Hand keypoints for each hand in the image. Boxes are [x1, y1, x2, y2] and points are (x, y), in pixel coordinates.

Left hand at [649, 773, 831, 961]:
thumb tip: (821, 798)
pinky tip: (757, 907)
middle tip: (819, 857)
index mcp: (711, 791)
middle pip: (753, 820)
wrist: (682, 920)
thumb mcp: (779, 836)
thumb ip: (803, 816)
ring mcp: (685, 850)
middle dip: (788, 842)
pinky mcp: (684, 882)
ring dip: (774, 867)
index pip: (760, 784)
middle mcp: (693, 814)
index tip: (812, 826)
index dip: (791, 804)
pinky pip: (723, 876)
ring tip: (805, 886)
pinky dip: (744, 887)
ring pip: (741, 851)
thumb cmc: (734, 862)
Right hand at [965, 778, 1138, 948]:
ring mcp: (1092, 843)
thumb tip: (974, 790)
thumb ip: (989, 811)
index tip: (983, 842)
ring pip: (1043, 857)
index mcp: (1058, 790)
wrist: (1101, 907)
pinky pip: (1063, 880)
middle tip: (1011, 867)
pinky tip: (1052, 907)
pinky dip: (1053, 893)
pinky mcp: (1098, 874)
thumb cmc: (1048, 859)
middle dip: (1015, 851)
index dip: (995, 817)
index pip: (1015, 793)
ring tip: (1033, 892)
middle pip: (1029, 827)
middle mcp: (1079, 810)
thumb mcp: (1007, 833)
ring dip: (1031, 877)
────────────────
Each line of the records should be transcribed without change.

Hand keypoints for each hand in the image. Boxes are [x1, y1, x2, y2] and points are (x, y), in pixel coordinates.

Left hand at [649, 773, 831, 961]:
thumb tip: (821, 798)
pinky tip: (757, 907)
middle tip: (819, 857)
index mcp: (711, 791)
middle pip: (753, 820)
wrist: (682, 920)
thumb mcp: (779, 836)
thumb ip: (803, 816)
ring mcp: (685, 850)
middle dip: (788, 842)
pinky mcp: (684, 882)
ring dip: (774, 867)
index pip: (760, 784)
middle mcp: (693, 814)
index tip: (812, 826)
index dip: (791, 804)
pinky pip: (723, 876)
ring tip: (805, 886)
pinky dip: (744, 887)
ring pip: (741, 851)
thumb cmc: (734, 862)
Right hand at [965, 778, 1138, 948]:
ring mcp: (1092, 843)
thumb tip: (974, 790)
thumb ip: (989, 811)
index tip: (983, 842)
ring pip: (1043, 857)
index mcp: (1058, 790)
wrist: (1101, 907)
pinky pip: (1063, 880)
middle tip: (1011, 867)
pinky tip: (1052, 907)
pinky dip: (1053, 893)
pinky mcp: (1098, 874)
thumb cmc: (1048, 859)
middle dip: (1015, 851)
index dip: (995, 817)
index pip: (1015, 793)
ring tip: (1033, 892)
middle pip: (1029, 827)
middle mcp: (1079, 810)
thumb mcp: (1007, 833)
ring dip: (1031, 877)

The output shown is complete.